WHAT IS BEING ASKED: The records appear below. Repeat them exactly.

MATERIAL PROVIDED: Begin

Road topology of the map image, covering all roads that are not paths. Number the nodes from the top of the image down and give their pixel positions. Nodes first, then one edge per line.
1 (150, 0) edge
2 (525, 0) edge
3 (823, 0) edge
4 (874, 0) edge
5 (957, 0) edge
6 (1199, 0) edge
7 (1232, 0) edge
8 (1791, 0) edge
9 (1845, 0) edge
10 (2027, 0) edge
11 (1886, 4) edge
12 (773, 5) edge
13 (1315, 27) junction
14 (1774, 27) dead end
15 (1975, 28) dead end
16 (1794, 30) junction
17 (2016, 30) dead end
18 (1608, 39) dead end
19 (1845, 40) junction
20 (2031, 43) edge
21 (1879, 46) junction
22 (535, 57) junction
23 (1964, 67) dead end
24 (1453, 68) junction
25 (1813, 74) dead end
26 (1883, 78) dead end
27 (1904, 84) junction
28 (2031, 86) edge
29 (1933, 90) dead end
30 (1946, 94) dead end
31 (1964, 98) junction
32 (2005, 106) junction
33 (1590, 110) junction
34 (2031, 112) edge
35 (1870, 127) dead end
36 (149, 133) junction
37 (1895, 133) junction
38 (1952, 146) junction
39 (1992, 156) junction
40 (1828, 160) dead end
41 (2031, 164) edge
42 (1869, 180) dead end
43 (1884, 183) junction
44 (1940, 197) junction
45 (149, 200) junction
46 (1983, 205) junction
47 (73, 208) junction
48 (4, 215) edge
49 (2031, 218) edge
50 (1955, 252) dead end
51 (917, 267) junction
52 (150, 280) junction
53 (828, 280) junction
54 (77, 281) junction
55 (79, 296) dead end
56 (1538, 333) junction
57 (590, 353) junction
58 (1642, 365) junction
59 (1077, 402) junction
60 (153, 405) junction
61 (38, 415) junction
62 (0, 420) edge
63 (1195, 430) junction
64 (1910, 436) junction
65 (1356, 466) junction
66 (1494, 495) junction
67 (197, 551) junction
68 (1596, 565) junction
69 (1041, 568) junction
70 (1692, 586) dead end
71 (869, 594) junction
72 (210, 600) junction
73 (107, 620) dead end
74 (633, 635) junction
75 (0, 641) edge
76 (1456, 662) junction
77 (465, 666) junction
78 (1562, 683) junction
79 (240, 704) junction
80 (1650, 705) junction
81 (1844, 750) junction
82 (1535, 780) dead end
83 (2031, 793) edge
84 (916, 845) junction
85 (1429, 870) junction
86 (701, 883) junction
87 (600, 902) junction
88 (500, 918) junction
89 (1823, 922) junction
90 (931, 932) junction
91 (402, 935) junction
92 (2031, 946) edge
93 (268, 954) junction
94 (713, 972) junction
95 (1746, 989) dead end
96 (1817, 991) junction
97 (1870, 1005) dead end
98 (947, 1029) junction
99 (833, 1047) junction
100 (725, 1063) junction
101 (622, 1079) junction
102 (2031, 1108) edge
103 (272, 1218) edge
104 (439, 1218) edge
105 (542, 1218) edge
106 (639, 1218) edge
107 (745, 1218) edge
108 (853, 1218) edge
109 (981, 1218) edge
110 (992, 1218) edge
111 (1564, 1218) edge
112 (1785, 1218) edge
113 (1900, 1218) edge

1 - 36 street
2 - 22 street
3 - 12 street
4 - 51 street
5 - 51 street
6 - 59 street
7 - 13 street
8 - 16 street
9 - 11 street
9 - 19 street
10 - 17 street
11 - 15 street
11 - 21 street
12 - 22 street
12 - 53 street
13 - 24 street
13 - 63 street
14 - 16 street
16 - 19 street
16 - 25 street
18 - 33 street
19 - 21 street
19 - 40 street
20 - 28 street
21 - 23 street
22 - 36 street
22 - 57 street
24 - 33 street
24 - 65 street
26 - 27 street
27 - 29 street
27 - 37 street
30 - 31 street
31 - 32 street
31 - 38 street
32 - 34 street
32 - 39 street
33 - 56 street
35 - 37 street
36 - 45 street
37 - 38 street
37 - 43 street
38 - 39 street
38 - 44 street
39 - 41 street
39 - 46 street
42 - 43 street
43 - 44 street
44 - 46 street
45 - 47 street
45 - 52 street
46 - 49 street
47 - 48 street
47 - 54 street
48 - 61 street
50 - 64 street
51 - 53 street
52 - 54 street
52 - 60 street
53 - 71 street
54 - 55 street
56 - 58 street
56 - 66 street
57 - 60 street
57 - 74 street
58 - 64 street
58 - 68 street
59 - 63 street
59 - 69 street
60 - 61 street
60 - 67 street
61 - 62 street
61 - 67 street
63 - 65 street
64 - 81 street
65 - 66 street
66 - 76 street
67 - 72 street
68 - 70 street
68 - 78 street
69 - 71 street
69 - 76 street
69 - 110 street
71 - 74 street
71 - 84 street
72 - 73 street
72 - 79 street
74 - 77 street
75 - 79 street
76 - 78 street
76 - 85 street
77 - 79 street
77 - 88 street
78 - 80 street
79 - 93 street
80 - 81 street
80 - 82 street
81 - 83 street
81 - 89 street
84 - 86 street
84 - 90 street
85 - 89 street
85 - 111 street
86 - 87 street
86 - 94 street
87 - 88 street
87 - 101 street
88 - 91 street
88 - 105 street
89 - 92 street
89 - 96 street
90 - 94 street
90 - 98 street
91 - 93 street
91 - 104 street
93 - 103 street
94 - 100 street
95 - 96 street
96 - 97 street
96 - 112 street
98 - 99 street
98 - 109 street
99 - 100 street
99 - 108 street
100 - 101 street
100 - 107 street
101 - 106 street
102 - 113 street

MATERIAL PROVIDED: End

REPLY TO THE TASK:
Road topology of the map image, covering all roads that are not paths. Number the nodes from the top of the image down and give their pixel positions. Nodes first, then one edge per line.
1 (150, 0) edge
2 (525, 0) edge
3 (823, 0) edge
4 (874, 0) edge
5 (957, 0) edge
6 (1199, 0) edge
7 (1232, 0) edge
8 (1791, 0) edge
9 (1845, 0) edge
10 (2027, 0) edge
11 (1886, 4) edge
12 (773, 5) edge
13 (1315, 27) junction
14 (1774, 27) dead end
15 (1975, 28) dead end
16 (1794, 30) junction
17 (2016, 30) dead end
18 (1608, 39) dead end
19 (1845, 40) junction
20 (2031, 43) edge
21 (1879, 46) junction
22 (535, 57) junction
23 (1964, 67) dead end
24 (1453, 68) junction
25 (1813, 74) dead end
26 (1883, 78) dead end
27 (1904, 84) junction
28 (2031, 86) edge
29 (1933, 90) dead end
30 (1946, 94) dead end
31 (1964, 98) junction
32 (2005, 106) junction
33 (1590, 110) junction
34 (2031, 112) edge
35 (1870, 127) dead end
36 (149, 133) junction
37 (1895, 133) junction
38 (1952, 146) junction
39 (1992, 156) junction
40 (1828, 160) dead end
41 (2031, 164) edge
42 (1869, 180) dead end
43 (1884, 183) junction
44 (1940, 197) junction
45 (149, 200) junction
46 (1983, 205) junction
47 (73, 208) junction
48 (4, 215) edge
49 (2031, 218) edge
50 (1955, 252) dead end
51 (917, 267) junction
52 (150, 280) junction
53 (828, 280) junction
54 (77, 281) junction
55 (79, 296) dead end
56 (1538, 333) junction
57 (590, 353) junction
58 (1642, 365) junction
59 (1077, 402) junction
60 (153, 405) junction
61 (38, 415) junction
62 (0, 420) edge
63 (1195, 430) junction
64 (1910, 436) junction
65 (1356, 466) junction
66 (1494, 495) junction
67 (197, 551) junction
68 (1596, 565) junction
69 (1041, 568) junction
70 (1692, 586) dead end
71 (869, 594) junction
72 (210, 600) junction
73 (107, 620) dead end
74 (633, 635) junction
75 (0, 641) edge
76 (1456, 662) junction
77 (465, 666) junction
78 (1562, 683) junction
79 (240, 704) junction
80 (1650, 705) junction
81 (1844, 750) junction
82 (1535, 780) dead end
83 (2031, 793) edge
84 (916, 845) junction
85 (1429, 870) junction
86 (701, 883) junction
87 (600, 902) junction
88 (500, 918) junction
89 (1823, 922) junction
90 (931, 932) junction
91 (402, 935) junction
92 (2031, 946) edge
93 (268, 954) junction
94 (713, 972) junction
95 (1746, 989) dead end
96 (1817, 991) junction
97 (1870, 1005) dead end
98 (947, 1029) junction
99 (833, 1047) junction
100 (725, 1063) junction
101 (622, 1079) junction
102 (2031, 1108) edge
103 (272, 1218) edge
104 (439, 1218) edge
105 (542, 1218) edge
106 (639, 1218) edge
107 (745, 1218) edge
108 (853, 1218) edge
109 (981, 1218) edge
110 (992, 1218) edge
111 (1564, 1218) edge
112 (1785, 1218) edge
113 (1900, 1218) edge

1 - 36 street
2 - 22 street
3 - 12 street
4 - 51 street
5 - 51 street
6 - 59 street
7 - 13 street
8 - 16 street
9 - 11 street
9 - 19 street
10 - 17 street
11 - 15 street
11 - 21 street
12 - 22 street
12 - 53 street
13 - 24 street
13 - 63 street
14 - 16 street
16 - 19 street
16 - 25 street
18 - 33 street
19 - 21 street
19 - 40 street
20 - 28 street
21 - 23 street
22 - 36 street
22 - 57 street
24 - 33 street
24 - 65 street
26 - 27 street
27 - 29 street
27 - 37 street
30 - 31 street
31 - 32 street
31 - 38 street
32 - 34 street
32 - 39 street
33 - 56 street
35 - 37 street
36 - 45 street
37 - 38 street
37 - 43 street
38 - 39 street
38 - 44 street
39 - 41 street
39 - 46 street
42 - 43 street
43 - 44 street
44 - 46 street
45 - 47 street
45 - 52 street
46 - 49 street
47 - 48 street
47 - 54 street
48 - 61 street
50 - 64 street
51 - 53 street
52 - 54 street
52 - 60 street
53 - 71 street
54 - 55 street
56 - 58 street
56 - 66 street
57 - 60 street
57 - 74 street
58 - 64 street
58 - 68 street
59 - 63 street
59 - 69 street
60 - 61 street
60 - 67 street
61 - 62 street
61 - 67 street
63 - 65 street
64 - 81 street
65 - 66 street
66 - 76 street
67 - 72 street
68 - 70 street
68 - 78 street
69 - 71 street
69 - 76 street
69 - 110 street
71 - 74 street
71 - 84 street
72 - 73 street
72 - 79 street
74 - 77 street
75 - 79 street
76 - 78 street
76 - 85 street
77 - 79 street
77 - 88 street
78 - 80 street
79 - 93 street
80 - 81 street
80 - 82 street
81 - 83 street
81 - 89 street
84 - 86 street
84 - 90 street
85 - 89 street
85 - 111 street
86 - 87 street
86 - 94 street
87 - 88 street
87 - 101 street
88 - 91 street
88 - 105 street
89 - 92 street
89 - 96 street
90 - 94 street
90 - 98 street
91 - 93 street
91 - 104 street
93 - 103 street
94 - 100 street
95 - 96 street
96 - 97 street
96 - 112 street
98 - 99 street
98 - 109 street
99 - 100 street
99 - 108 street
100 - 101 street
100 - 107 street
101 - 106 street
102 - 113 street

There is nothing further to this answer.